The influence of the microgel size and aspect ratio is addressed by changing the aspect ratio (length/width) from 2.5 to 20 for a constant diameter of 10 μm and the microgel diameter from 2.5 to 5 up to 10 μm for an aspect ratio of 10 (Fig. S9). In particular, the aspect ratio has a strong impact on the orientation rate17b because the viscous torque increases more strongly than the magnetic torque for increasing ratio. The experimental data in Fig. 3D show that the amplitude approximately halves by doubling the aspect ratio. These observations are in good agreement with the model predictions confirming that utilizing Perry's friction factors for a solid ellipsoidal shape is a good approximation for the shape-dependency of the friction in the case of the microgels. This does not imply a correct estimation of the absolute friction, which can be altered by slip effects and the permeability of the swollen microgel. The model further suggests a decrease in the amplitude by a reduction of the aspect ratio from 2.5 to 1, which is reasonable, as the formation of a magnetic easy axis is inhibited by a diagonal alignment as the only option for square-like elements.27

According to theory, the volume of the microgel should not influence the rotation rate for the constant aspect ratio (eqn (6)) as both the magnetic and viscous torque scale in the same manner. In strong contrast, experimental data reveal a reduction in the orientation rate with increasing microgel volume (here equal to 10 d3) (Fig. 3E). This is not surprising as we previously calculated a varying apparent microgel magnetization depending on the microgel volume with smaller diameters leading to higher apparent magnetization and thus faster rotation. In addition, as the microgels are softer than solid particles, simultaneous deformations may have an effect.

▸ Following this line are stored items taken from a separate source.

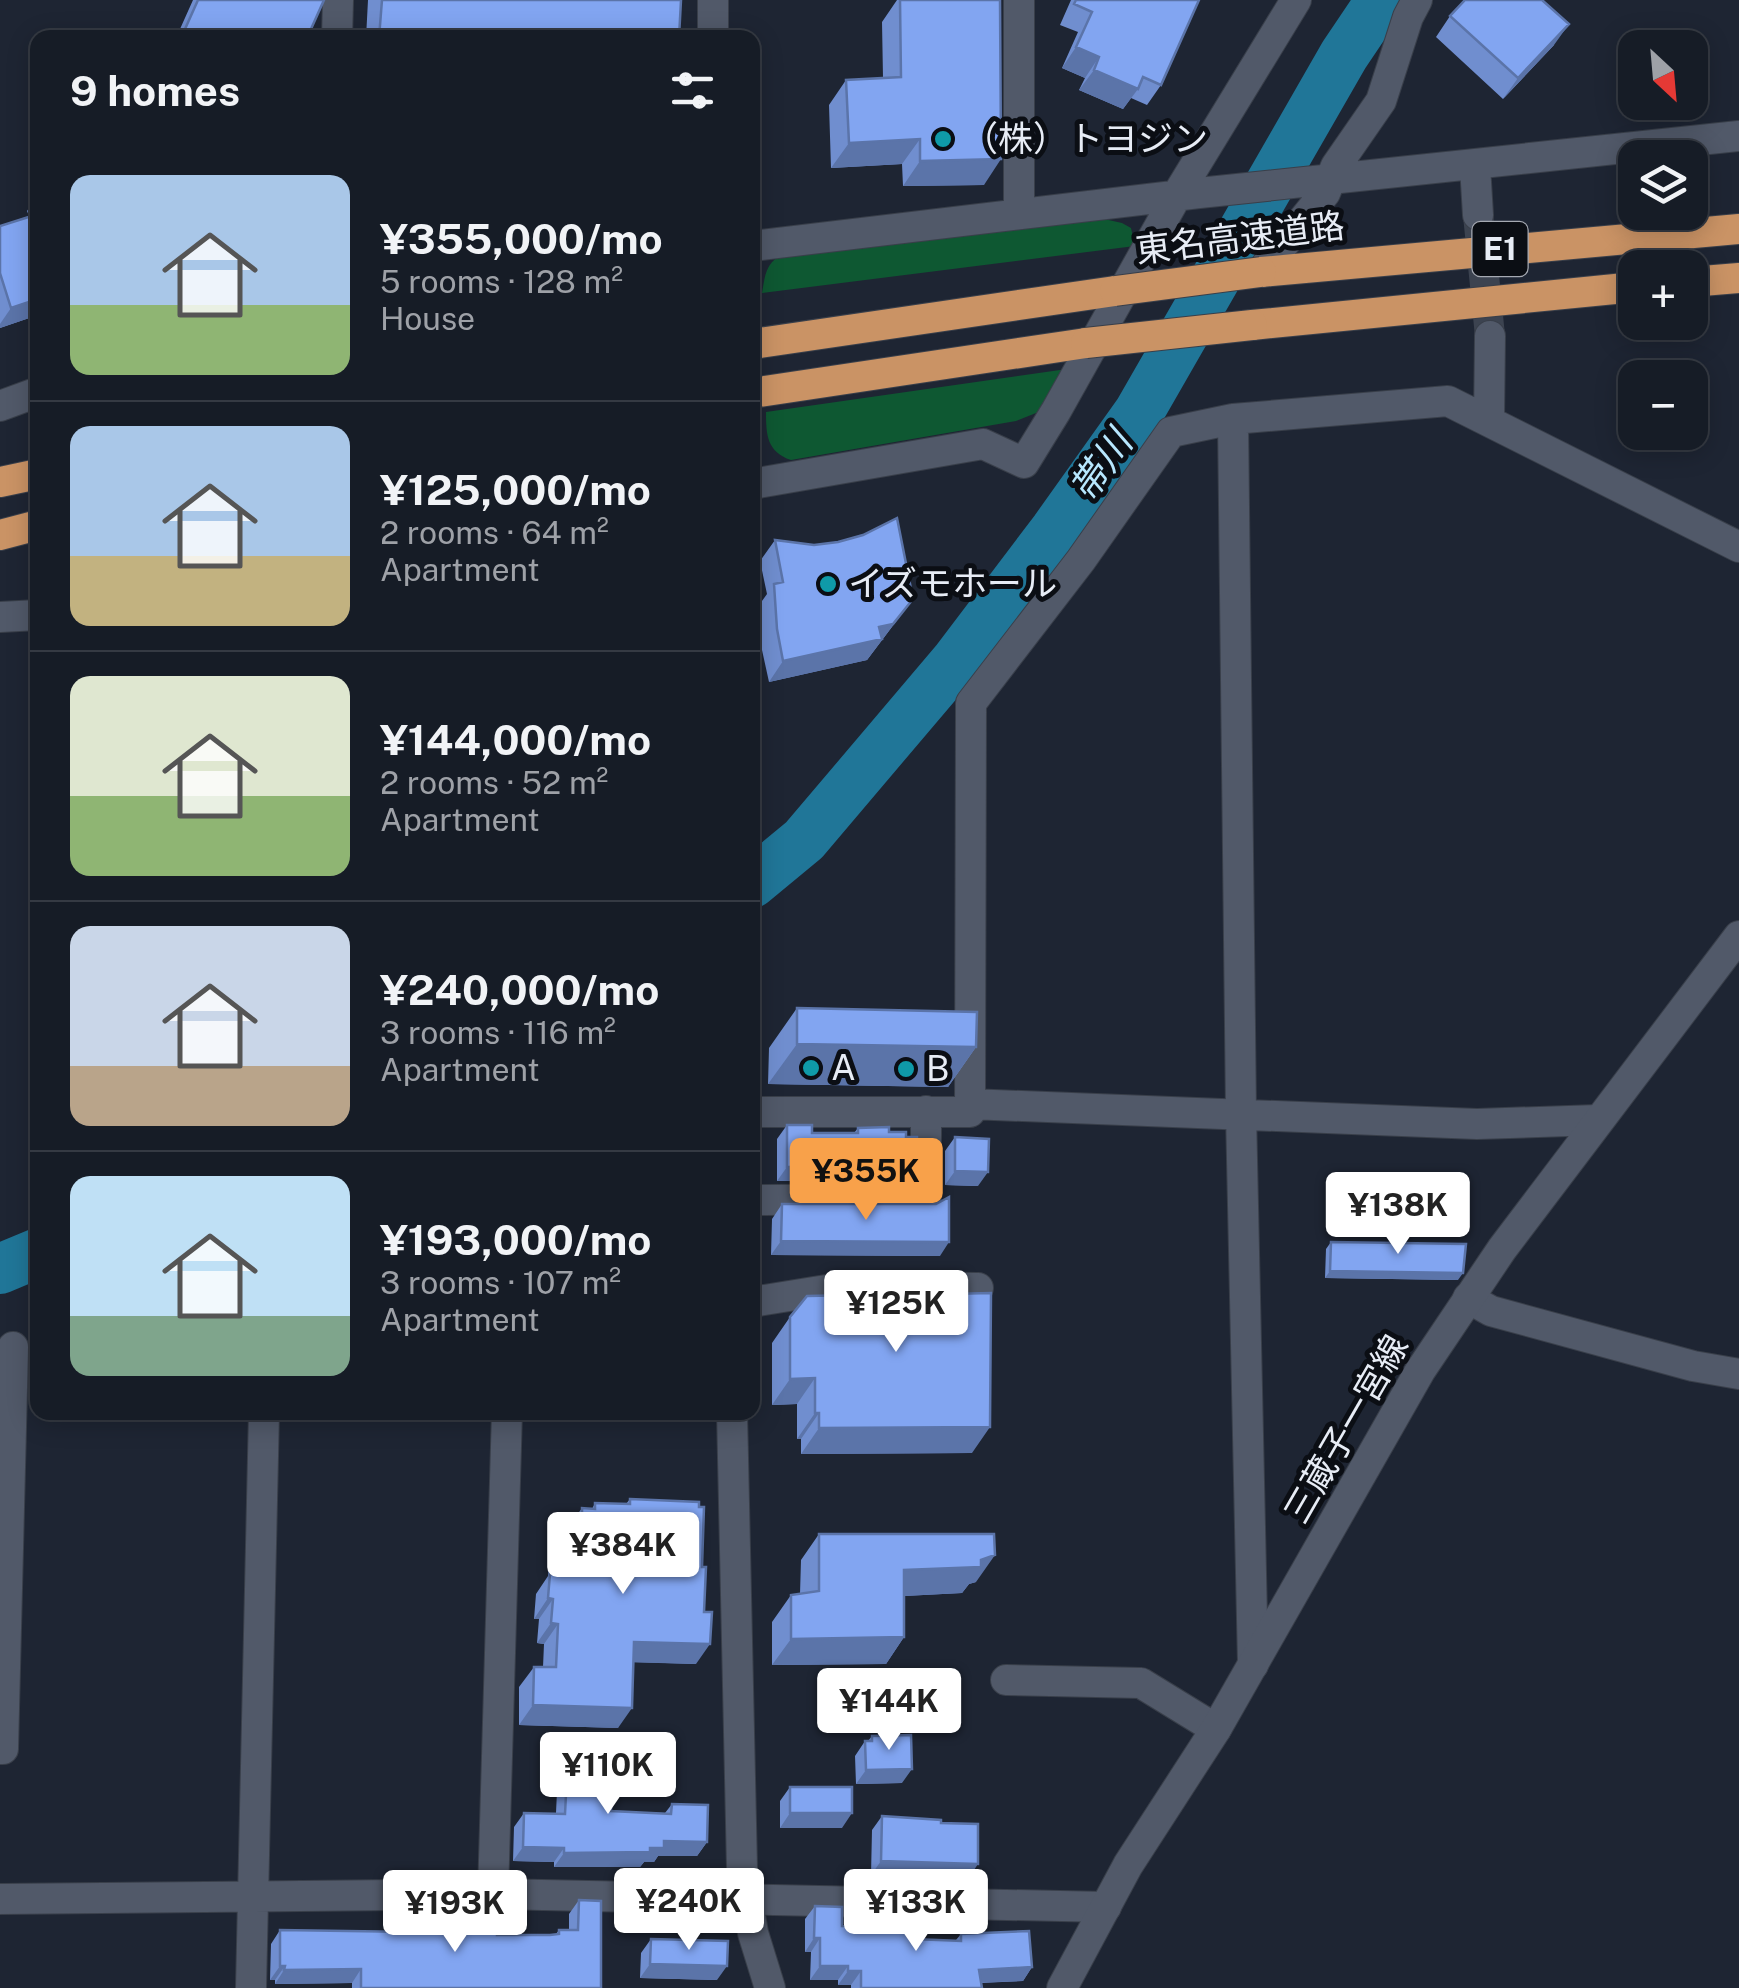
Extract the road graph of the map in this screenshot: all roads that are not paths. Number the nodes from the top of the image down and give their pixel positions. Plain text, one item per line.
1 (338, 0) edge
2 (713, 0) edge
3 (1018, 0) edge
4 (1296, 0) edge
5 (1417, 0) edge
6 (337, 30) edge
7 (714, 30) edge
8 (1739, 136) edge
9 (1474, 166) junction
10 (1325, 180) junction
11 (1188, 194) junction
12 (1019, 214) junction
13 (1478, 215) tunnel mouth
14 (1739, 230) edge
15 (760, 245) edge
16 (1261, 272) junction
17 (1739, 278) edge
18 (1708, 281) edge
19 (1618, 289) edge
20 (1490, 336) tunnel mouth
21 (760, 343) edge
22 (760, 391) edge
23 (30, 395) edge
24 (0, 406) edge
25 (1233, 419) junction
26 (1489, 421) junction
27 (760, 483) edge
28 (30, 527) edge
29 (0, 535) edge
30 (1739, 547) edge
31 (30, 616) edge
32 (0, 618) edge
33 (1739, 936) edge
34 (970, 1104) junction
35 (760, 1112) edge
36 (926, 1112) junction
37 (1241, 1114) junction
38 (1598, 1120) junction
39 (760, 1200) edge
40 (978, 1288) dead end
41 (1468, 1298) junction
42 (760, 1301) edge
43 (17, 1346) edge
44 (1739, 1374) edge
45 (264, 1420) edge
46 (506, 1420) edge
47 (732, 1420) edge
48 (1253, 1665) junction
49 (1006, 1680) dead end
50 (1216, 1729) junction
51 (0, 1749) edge
52 (493, 1894) junction
53 (251, 1897) junction
54 (746, 1898) junction
55 (0, 1900) edge
56 (1106, 1907) junction
57 (251, 1988) edge
58 (770, 1988) edge
59 (1062, 1988) edge

1 - 6 street
2 - 7 street
3 - 12 street
4 - 11 street
5 - 10 street
8 - 9 street
9 - 10 street
9 - 13 street
10 - 11 street
10 - 16 street
11 - 12 street
11 - 27 street
12 - 15 street
14 - 16 highway, 東名高速道路 / E1
16 - 21 highway, 東名高速道路, bridge
17 - 18 highway
19 - 22 highway, E1, bridge
20 - 26 street
23 - 24 street
25 - 26 street
25 - 34 street
25 - 37 street
26 - 30 street
28 - 29 highway
31 - 32 street
33 - 38 street, 三蔵子一宮線
34 - 36 street
34 - 37 street
35 - 36 street
36 - 39 street
37 - 38 street
37 - 48 street
38 - 41 street, 三蔵子一宮線
40 - 42 street
41 - 44 street
41 - 48 street, 三蔵子一宮線
43 - 51 street
45 - 53 street
46 - 52 street
47 - 54 street
48 - 50 street, 三蔵子一宮線
49 - 50 street
50 - 56 street, 三蔵子一宮線
52 - 53 street
52 - 54 street
53 - 55 street
53 - 57 street
54 - 56 street
54 - 58 street
56 - 59 street, 三蔵子一宮線

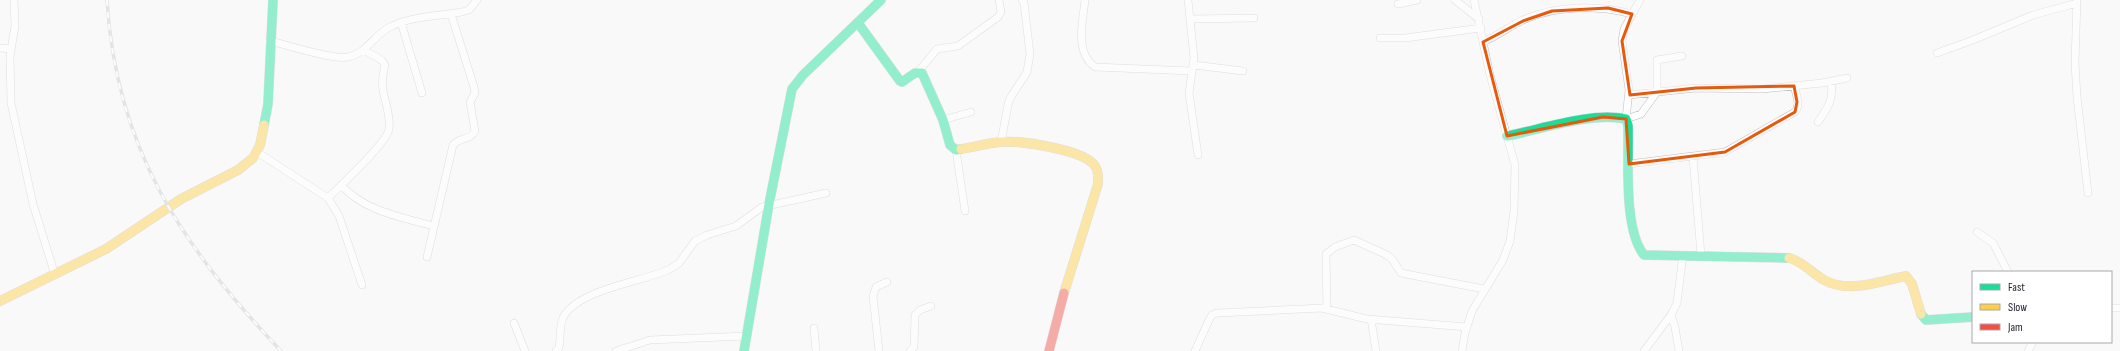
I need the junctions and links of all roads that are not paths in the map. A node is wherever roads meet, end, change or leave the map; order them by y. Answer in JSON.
{"nodes":[{"id":1,"x":14,"y":0,"type":"edge"},
{"id":2,"x":273,"y":0,"type":"edge"},
{"id":3,"x":477,"y":0,"type":"edge"},
{"id":4,"x":881,"y":0,"type":"edge"},
{"id":5,"x":999,"y":0,"type":"edge"},
{"id":6,"x":1022,"y":0,"type":"edge"},
{"id":7,"x":1085,"y":0,"type":"edge"},
{"id":8,"x":1188,"y":0,"type":"edge"},
{"id":9,"x":1415,"y":0,"type":"edge"},
{"id":10,"x":1456,"y":0,"type":"edge"},
{"id":11,"x":1474,"y":0,"type":"edge"},
{"id":12,"x":1640,"y":0,"type":"edge"},
{"id":13,"x":2077,"y":2,"type":"edge"},
{"id":14,"x":1398,"y":4,"type":"dead end"},
{"id":15,"x":451,"y":14,"type":"junction"},
{"id":16,"x":1632,"y":14,"type":"junction"},
{"id":17,"x":1254,"y":18,"type":"dead end"},
{"id":18,"x":1190,"y":19,"type":"junction"},
{"id":19,"x":1479,"y":19,"type":"junction"},
{"id":20,"x":401,"y":22,"type":"junction"},
{"id":21,"x":858,"y":23,"type":"junction"},
{"id":22,"x":1480,"y":28,"type":"junction"},
{"id":23,"x":1380,"y":38,"type":"dead end"},
{"id":24,"x":270,"y":41,"type":"junction"},
{"id":25,"x":1483,"y":42,"type":"junction"},
{"id":26,"x":0,"y":48,"type":"edge"},
{"id":27,"x":363,"y":50,"type":"junction"},
{"id":28,"x":10,"y":53,"type":"junction"},
{"id":29,"x":1937,"y":53,"type":"dead end"},
{"id":30,"x":1682,"y":56,"type":"dead end"},
{"id":31,"x":1193,"y":68,"type":"junction"},
{"id":32,"x":1243,"y":71,"type":"dead end"},
{"id":33,"x":918,"y":72,"type":"junction"},
{"id":34,"x":1847,"y":78,"type":"dead end"},
{"id":35,"x":1831,"y":82,"type":"junction"},
{"id":36,"x":1794,"y":86,"type":"junction"},
{"id":37,"x":1658,"y":92,"type":"junction"},
{"id":38,"x":422,"y":93,"type":"dead end"},
{"id":39,"x":1629,"y":95,"type":"junction"},
{"id":40,"x":971,"y":112,"type":"dead end"},
{"id":41,"x":1626,"y":119,"type":"junction"},
{"id":42,"x":943,"y":120,"type":"junction"},
{"id":43,"x":1818,"y":122,"type":"dead end"},
{"id":44,"x":1507,"y":136,"type":"junction"},
{"id":45,"x":1001,"y":142,"type":"junction"},
{"id":46,"x":956,"y":150,"type":"junction"},
{"id":47,"x":257,"y":152,"type":"junction"},
{"id":48,"x":1198,"y":155,"type":"dead end"},
{"id":49,"x":1693,"y":157,"type":"junction"},
{"id":50,"x":1629,"y":164,"type":"junction"},
{"id":51,"x":341,"y":185,"type":"junction"},
{"id":52,"x":826,"y":193,"type":"dead end"},
{"id":53,"x":2088,"y":193,"type":"dead end"},
{"id":54,"x":328,"y":198,"type":"junction"},
{"id":55,"x":769,"y":204,"type":"junction"},
{"id":56,"x":965,"y":211,"type":"dead end"},
{"id":57,"x":433,"y":226,"type":"junction"},
{"id":58,"x":1977,"y":232,"type":"dead end"},
{"id":59,"x":1683,"y":255,"type":"junction"},
{"id":60,"x":1701,"y":255,"type":"junction"},
{"id":61,"x":427,"y":257,"type":"dead end"},
{"id":62,"x":2007,"y":271,"type":"edge"},
{"id":63,"x":55,"y":275,"type":"junction"},
{"id":64,"x":887,"y":282,"type":"dead end"},
{"id":65,"x":362,"y":285,"type":"dead end"},
{"id":66,"x":1484,"y":289,"type":"junction"},
{"id":67,"x":0,"y":301,"type":"edge"},
{"id":68,"x":932,"y":306,"type":"dead end"},
{"id":69,"x":1327,"y":309,"type":"junction"},
{"id":70,"x":1671,"y":315,"type":"junction"},
{"id":71,"x":1972,"y":317,"type":"edge"},
{"id":72,"x":1371,"y":319,"type":"junction"},
{"id":73,"x":514,"y":323,"type":"dead end"},
{"id":74,"x":1467,"y":327,"type":"junction"},
{"id":75,"x":814,"y":328,"type":"dead end"},
{"id":76,"x":747,"y":336,"type":"junction"},
{"id":77,"x":525,"y":351,"type":"edge"},
{"id":78,"x":556,"y":351,"type":"edge"},
{"id":79,"x":616,"y":351,"type":"edge"},
{"id":80,"x":744,"y":351,"type":"edge"},
{"id":81,"x":816,"y":351,"type":"edge"},
{"id":82,"x":879,"y":351,"type":"edge"},
{"id":83,"x":910,"y":351,"type":"edge"},
{"id":84,"x":1049,"y":351,"type":"edge"},
{"id":85,"x":1195,"y":351,"type":"edge"},
{"id":86,"x":1376,"y":351,"type":"edge"},
{"id":87,"x":1462,"y":351,"type":"edge"},
{"id":88,"x":1644,"y":351,"type":"edge"},
{"id":89,"x":1679,"y":351,"type":"edge"}],
"edges":[{"from":1,"to":28,"type":"street"},
{"from":2,"to":24,"type":"street"},
{"from":3,"to":15,"type":"street"},
{"from":4,"to":21,"type":"street"},
{"from":5,"to":33,"type":"street"},
{"from":6,"to":45,"type":"street"},
{"from":7,"to":31,"type":"street"},
{"from":8,"to":18,"type":"street"},
{"from":9,"to":14,"type":"street"},
{"from":10,"to":19,"type":"street"},
{"from":11,"to":19,"type":"street"},
{"from":12,"to":16,"type":"street"},
{"from":13,"to":29,"type":"street"},
{"from":13,"to":53,"type":"street"},
{"from":15,"to":20,"type":"street"},
{"from":15,"to":57,"type":"street"},
{"from":16,"to":25,"type":"street"},
{"from":16,"to":39,"type":"street"},
{"from":17,"to":18,"type":"street"},
{"from":18,"to":31,"type":"street"},
{"from":19,"to":22,"type":"street"},
{"from":20,"to":27,"type":"street"},
{"from":20,"to":38,"type":"street"},
{"from":21,"to":33,"type":"street"},
{"from":21,"to":55,"type":"street"},
{"from":22,"to":23,"type":"street"},
{"from":22,"to":25,"type":"street"},
{"from":24,"to":27,"type":"street"},
{"from":24,"to":47,"type":"street"},
{"from":25,"to":44,"type":"street"},
{"from":26,"to":28,"type":"street"},
{"from":27,"to":51,"type":"street"},
{"from":28,"to":63,"type":"street"},
{"from":30,"to":37,"type":"street"},
{"from":31,"to":32,"type":"street"},
{"from":31,"to":48,"type":"street"},
{"from":33,"to":42,"type":"street"},
{"from":34,"to":35,"type":"street"},
{"from":35,"to":36,"type":"street"},
{"from":35,"to":43,"type":"street"},
{"from":36,"to":37,"type":"street"},
{"from":36,"to":49,"type":"street"},
{"from":37,"to":39,"type":"street"},
{"from":37,"to":41,"type":"street"},
{"from":39,"to":41,"type":"street"},
{"from":40,"to":42,"type":"street"},
{"from":41,"to":44,"type":"street"},
{"from":41,"to":50,"type":"street"},
{"from":42,"to":46,"type":"street"},
{"from":44,"to":66,"type":"street"},
{"from":45,"to":46,"type":"street"},
{"from":45,"to":84,"type":"street"},
{"from":46,"to":56,"type":"street"},
{"from":47,"to":54,"type":"street"},
{"from":47,"to":63,"type":"street"},
{"from":49,"to":50,"type":"street"},
{"from":49,"to":60,"type":"street"},
{"from":50,"to":59,"type":"street"},
{"from":51,"to":54,"type":"street"},
{"from":51,"to":57,"type":"street"},
{"from":52,"to":55,"type":"street"},
{"from":54,"to":65,"type":"street"},
{"from":55,"to":76,"type":"street"},
{"from":55,"to":78,"type":"street"},
{"from":57,"to":61,"type":"street"},
{"from":58,"to":62,"type":"street"},
{"from":59,"to":60,"type":"street"},
{"from":59,"to":70,"type":"street"},
{"from":60,"to":71,"type":"street"},
{"from":63,"to":67,"type":"street"},
{"from":64,"to":82,"type":"street"},
{"from":66,"to":69,"type":"street"},
{"from":66,"to":74,"type":"street"},
{"from":68,"to":83,"type":"street"},
{"from":69,"to":72,"type":"street"},
{"from":69,"to":85,"type":"street"},
{"from":70,"to":88,"type":"street"},
{"from":70,"to":89,"type":"street"},
{"from":72,"to":74,"type":"street"},
{"from":72,"to":86,"type":"street"},
{"from":73,"to":77,"type":"street"},
{"from":74,"to":87,"type":"street"},
{"from":75,"to":81,"type":"street"},
{"from":76,"to":79,"type":"street"},
{"from":76,"to":80,"type":"street"}]}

Finally, as soft microgels allow for strong deformations,28 including bending, the effect of microgel stiffness is studied (EbendingEYoung). This is particularly relevant for the high aspect ratio microgels, as the bending force scales down with the squared length (FcA·κ), where A is the boundary condition and κ the bending rigidity.29 The stiffness is altered by varying the polymer content, which is directly related to the crosslinking densities and thus the elastic moduli.13,30 For a magnetic field of 40 mT, no significant differences in the orientation rate are observed for microgels prepared with a polymer concentration ranging from 11–40 wt/vol% (Fig. S10). In the case of 160 mT, only 11 wt/vol% soft microgels oriented slightly slower than the stiffer microgels. This may be due to a reduction in the efficiency of SPION-entrapment due to the lower crosslinking density in comparison with 20 wt/vol% polymer microgels, which entrap ∼100% of the SPIONs.13 Additionally, the increased swelling and reduced persistence length of the microgels can influence the magnetic response. Nevertheless, for polymer contents equal to and higher than 15 wt/vol% polymer content, the magnetic response is not affected, indicating no or negligible effects of microgel deformation during magnetic orientation.

In vivo applicability

To test whether the hybrid material, containing magneto-responsive microgels, can be injected inside an animal injury model in the presence of an external magnetic field and lead to oriented structures, the spine from mice is extracted and a hemisection is performed to prepare a cavity. Microgels of 2.5 × 2.5 × 50 μm3 are co-injected with a surrounding natural pre-polymer solution (fibrinogen with a dynamic viscosity ≤15 Pa s, Fig. S11) that crosslinks enzymatically at the injury site.31 As it is important to adjust the gelation time of the surrounding gel to the required time for microgel orientation, the model helps to estimate this time. The data reveal that microgels of 2.5 × 2.5 × 50 μm3 have an orientation time (t1° to 89°) of 9.2 s in water, at a saturated magnetic field (∼80 mT). Taking the increased dynamic viscosity of the surrounding precursor solution (fibrinogen 4 mg mL−1 ∼ 15 Pa s, Fig. S11) into account, a maximal orientation time of approximately 130 s is expected. After including a mixing and injection time of 10 s, a gelation time of approximately 140 s is aimed for, which is achieved by applying a thrombin concentration of 0.125 U mL−1 and 4 U mL−1 Factor XIII (Fig. S12). A longer gelation time might further improve the alignment; however, in vivo, rapid gelation is essential to prevent dilution of the material by body fluids and dispersion of the microgels from the injection site.32

Initial tests in a hemisection cavity using a tubular structure as an artificial ‘spinal cord’ demonstrate complete microgel alignment (Fig. S13). Therefore, the hybrid hydrogel is sequentially injected into a rectangular-shaped hemisection cavity in the lumbar region of a mouse spinal cord, which is a common model to study spinal cord regeneration.33 After injection, a static magnet is placed adjacent to the spinal cord resulting in magnetic field lines parallel to the tissue. As the rod-shaped microgels orient, the surrounding fibrin gel crosslinks to stabilize the oriented microgels inside the cavity (Fig. 4A). In the absence of a magnetic field, the microgels are randomly oriented (Fig. 4B). Deep confocal imaging reveals the precise microgel assembly over z-ranges ≥100 μm (Movies S1 and S2).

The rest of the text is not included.